- _Record set_
=== Begin Enclosure ===

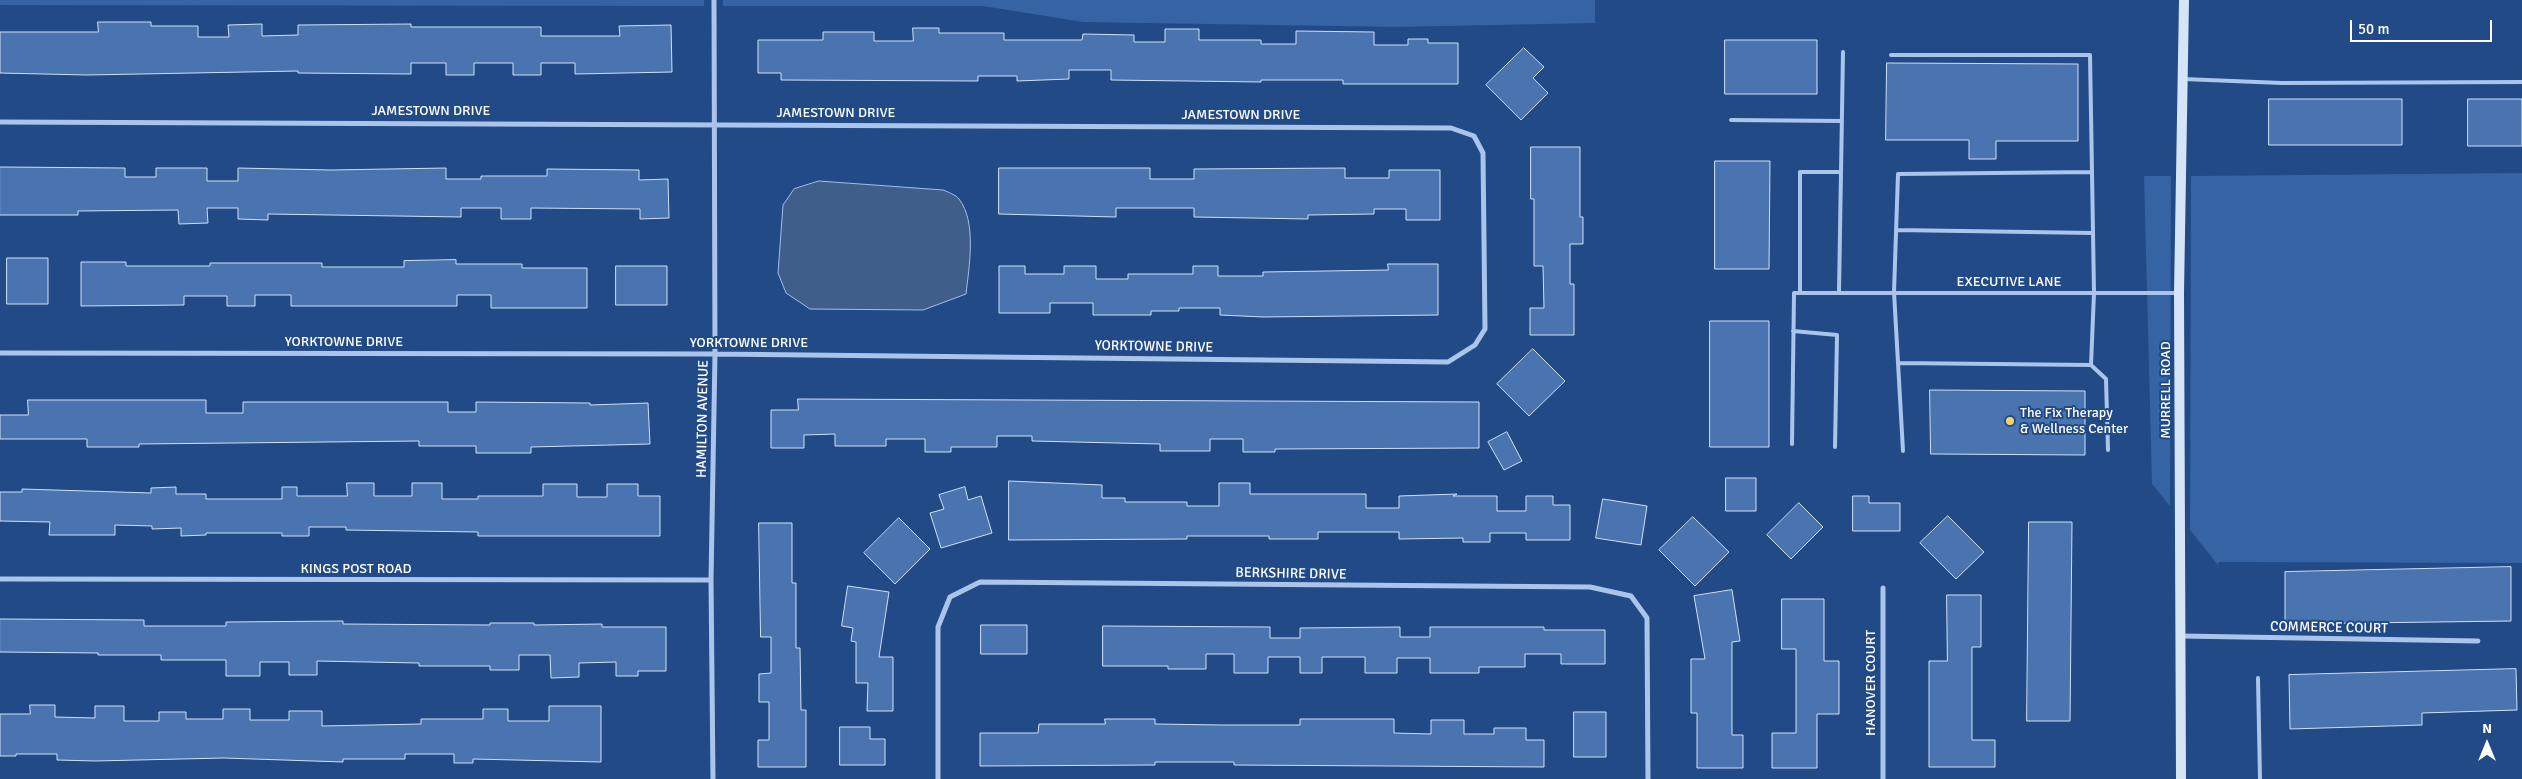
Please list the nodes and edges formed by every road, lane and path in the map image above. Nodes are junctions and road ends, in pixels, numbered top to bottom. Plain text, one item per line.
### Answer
1 (714, 0) edge
2 (2184, 0) edge
3 (1842, 52) dead end
4 (1891, 55) dead end
5 (2183, 80) junction
6 (2522, 82) edge
7 (1731, 120) dead end
8 (1842, 121) junction
9 (0, 122) edge
10 (714, 123) junction
11 (1841, 172) junction
12 (2092, 172) junction
13 (1896, 230) junction
14 (2093, 233) junction
15 (1839, 292) junction
16 (1894, 292) junction
17 (1800, 293) junction
18 (2094, 293) junction
19 (2179, 293) junction
20 (1485, 330) joint
21 (1793, 331) junction
22 (0, 353) edge
23 (716, 354) junction
24 (1898, 364) junction
25 (2091, 365) junction
26 (1792, 444) dead end
27 (1835, 447) dead end
28 (2108, 450) dead end
29 (1904, 451) dead end
30 (0, 579) edge
31 (711, 580) junction
32 (1883, 588) dead end
33 (2180, 636) junction
34 (2478, 642) dead end
35 (2258, 678) dead end
36 (713, 779) edge
37 (938, 779) edge
38 (1648, 779) edge
39 (1883, 779) edge
40 (2181, 779) edge
41 (2260, 779) edge

1 - 10 street, HAMILTON AVENUE
2 - 5 street, MURRELL ROAD
3 - 8 lane
4 - 12 lane
5 - 6 lane
5 - 19 street, MURRELL ROAD
7 - 8 lane
8 - 11 lane
9 - 10 street, JAMESTOWN DRIVE
10 - 20 street, JAMESTOWN DRIVE
10 - 23 street, HAMILTON AVENUE
11 - 15 lane
11 - 17 lane
12 - 13 lane
12 - 14 lane
13 - 14 lane
13 - 16 lane
14 - 18 lane
15 - 16 lane, EXECUTIVE LANE
15 - 17 lane, EXECUTIVE LANE
16 - 18 lane, EXECUTIVE LANE
16 - 24 lane
17 - 21 lane
18 - 19 lane, EXECUTIVE LANE
18 - 25 lane
19 - 33 street, MURRELL ROAD
20 - 23 street, YORKTOWNE DRIVE
21 - 26 lane
21 - 27 lane
22 - 23 street, YORKTOWNE DRIVE
23 - 31 street, HAMILTON AVENUE
24 - 25 lane
24 - 29 lane
25 - 28 lane
30 - 31 street, KINGS POST ROAD
31 - 36 street, HAMILTON AVENUE
32 - 39 street, HANOVER COURT
33 - 34 street, COMMERCE COURT
33 - 40 street, MURRELL ROAD
35 - 41 lane
37 - 38 street, BERKSHIRE DRIVE

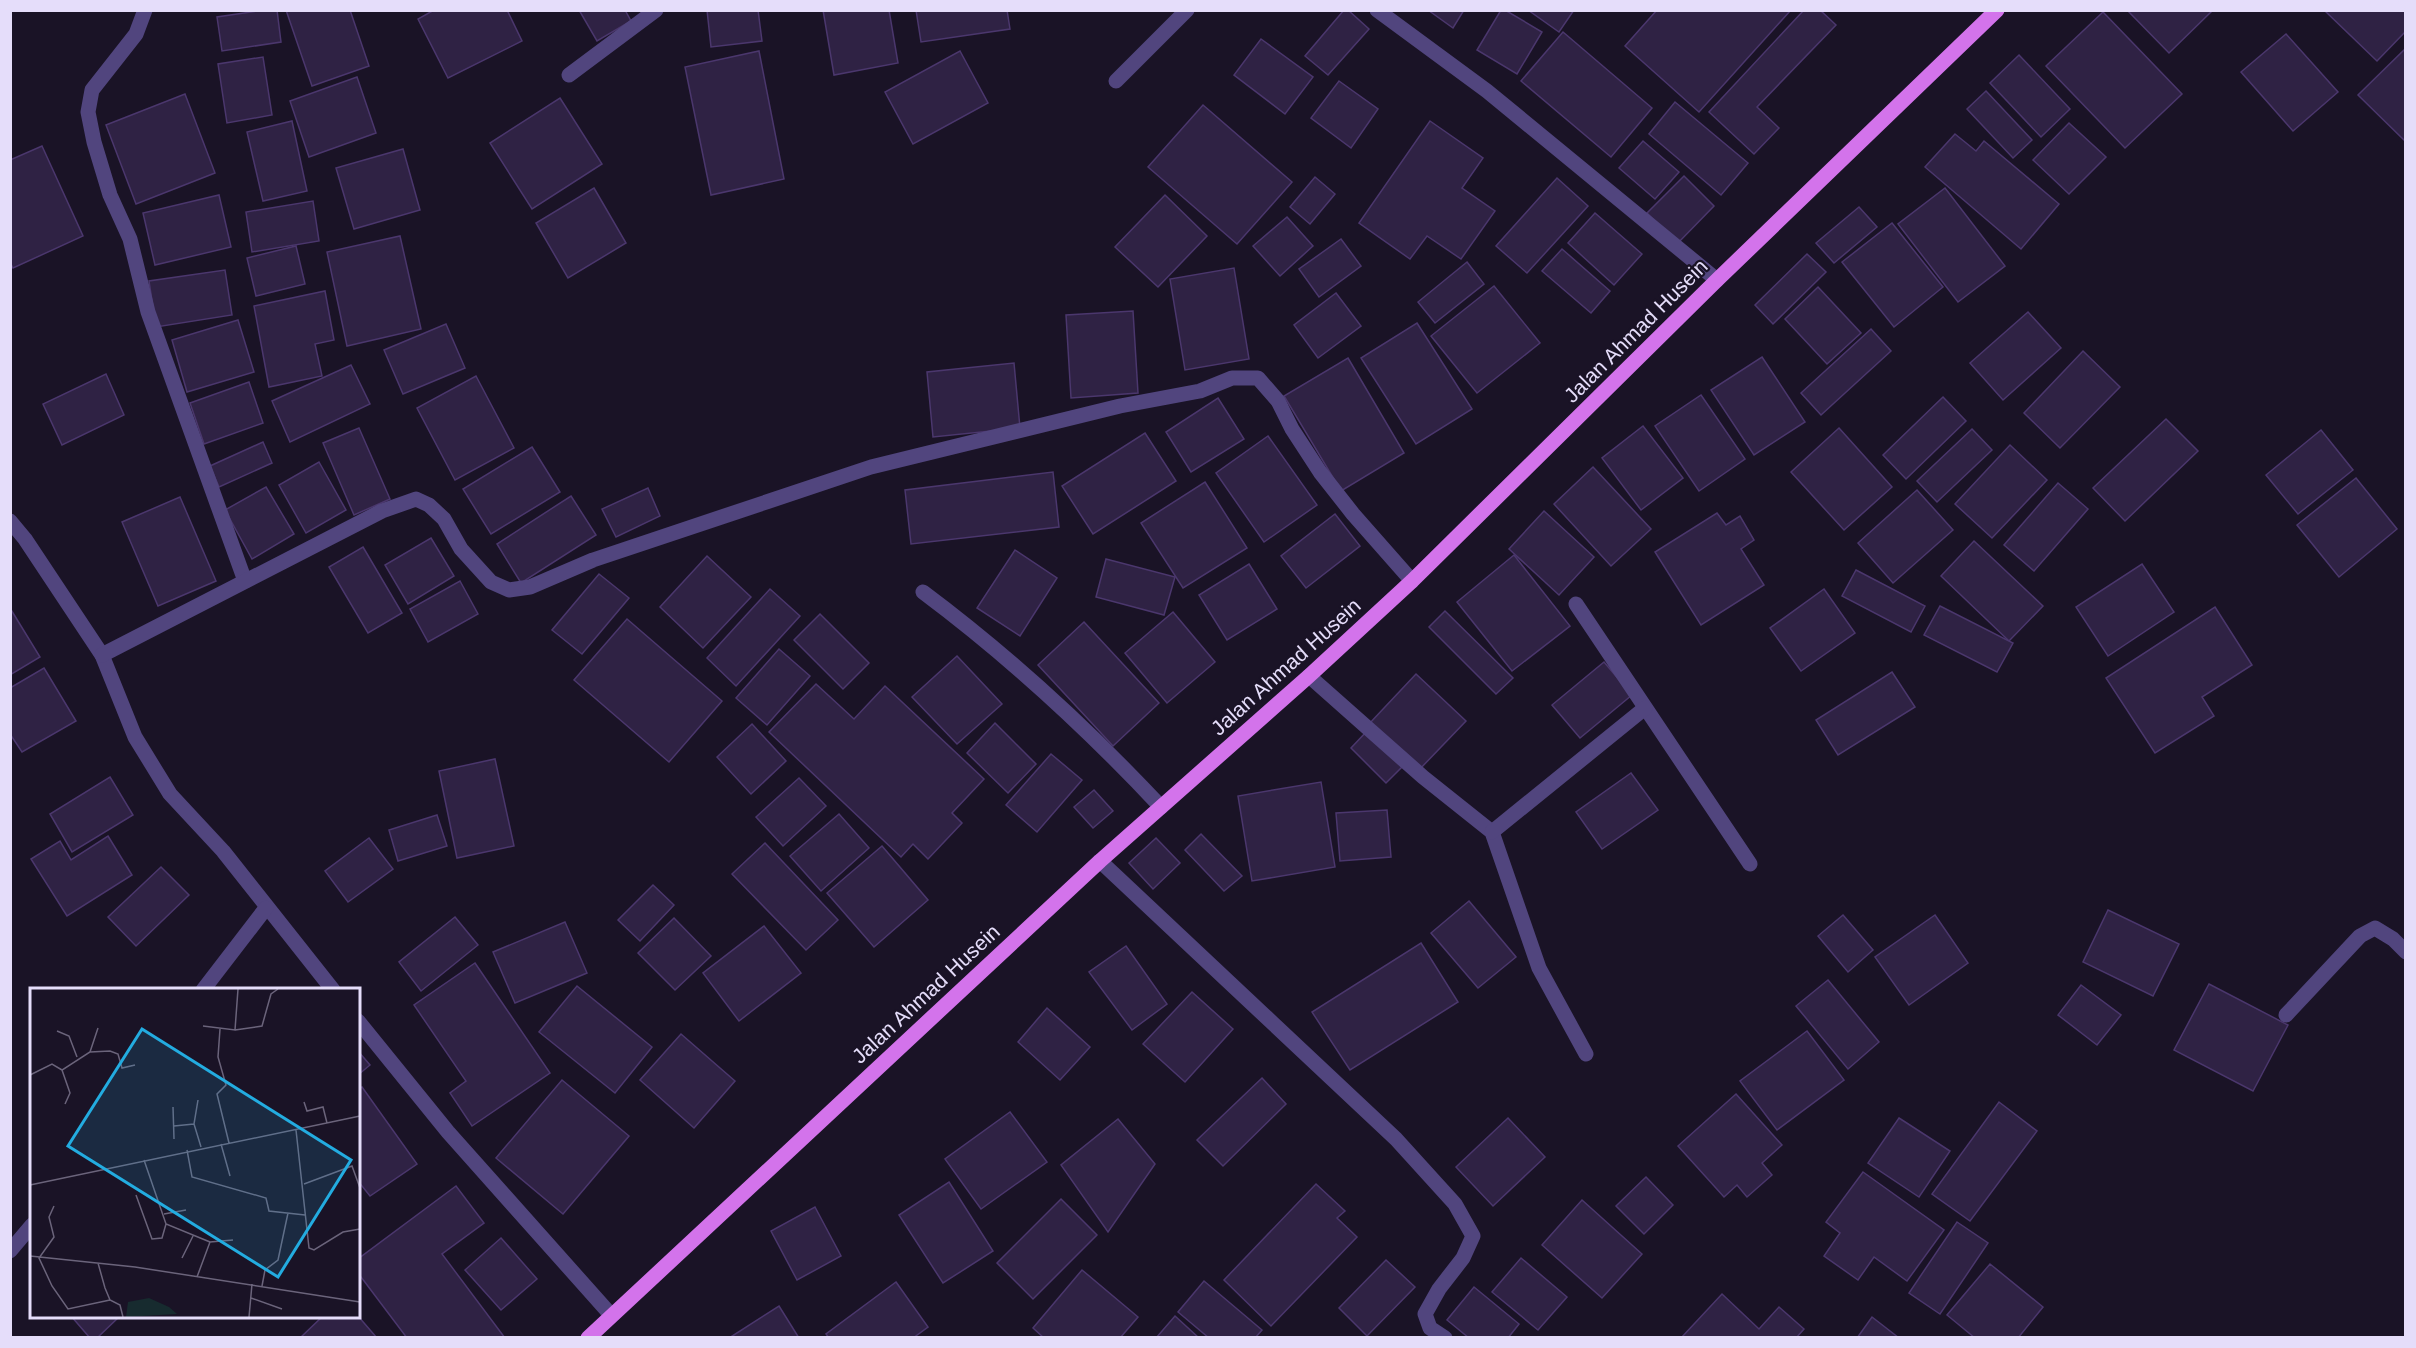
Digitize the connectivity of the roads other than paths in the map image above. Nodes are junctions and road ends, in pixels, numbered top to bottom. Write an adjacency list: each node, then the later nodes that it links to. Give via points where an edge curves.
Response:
1 (145, 10): 10 (street, via 136,34 92,90 88,112 110,195 130,239 148,312)
2 (656, 10): 6 (street)
3 (1187, 10): 7 (street)
4 (1377, 10): 8 (street, via 1487,91)
5 (1997, 10): 8 (main road, Jalan Ahmad Husein)
6 (569, 75)
7 (1116, 81)
8 (1717, 280): 11 (main road, Jalan Ahmad Husein)
9 (10, 521): 14 (street)
10 (245, 581): 11 (street, via 382,511 416,500 429,505 444,519 461,549 491,582 509,590 530,586 593,560 871,467 1120,406 1200,391 1232,378 1258,378 1278,401 1320,472); 14 (street)
11 (1412, 581): 15 (main road, Jalan Ahmad Husein)
12 (923, 592): 17 (street, via 1031,678 1107,749)
13 (1576, 604): 16 (street)
14 (102, 655): 21 (street, via 135,737 170,794 224,851)
15 (1309, 676): 17 (main road, Jalan Ahmad Husein); 18 (street)
16 (1645, 708): 18 (street); 20 (street)
17 (1161, 807): 19 (main road, Jalan Ahmad Husein)
18 (1492, 832): 27 (street, via 1539,968)
19 (1100, 861): 30 (main road, Jalan Ahmad Husein); 32 (street, via 1396,1138 1455,1204 1473,1236 1463,1258 1425,1314 1430,1328)
20 (1749, 864)
21 (266, 908): 23 (street); 24 (street)
22 (2406, 952): 25 (street, via 2375,928 2360,936)
23 (205, 988)
24 (331, 988)
25 (2286, 1015)
26 (360, 1024): 30 (street, via 448,1132)
27 (1586, 1053)
28 (30, 1227): 29 (street)
29 (10, 1251)
30 (611, 1315): 31 (main road, Jalan Ahmad Husein)
31 (588, 1338)
32 (1445, 1338)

=== End Enclosure ===

- _Exercise details_
If a line in the records includes the string "above", copy it.

- _Result for this exercise_
Please list the nodes and edges formed by every road, lane and path in the map image above. Nodes are junctions and road ends, in pixels, numbered top to bottom. Plain text, one item per line.
Digitize the connectivity of the roads other than paths in the map image above. Nodes are junctions and road ends, in pixels, numbered top to bottom. Write an adjacency list: each node, then the later nodes that it links to. Give via points where an edge curves.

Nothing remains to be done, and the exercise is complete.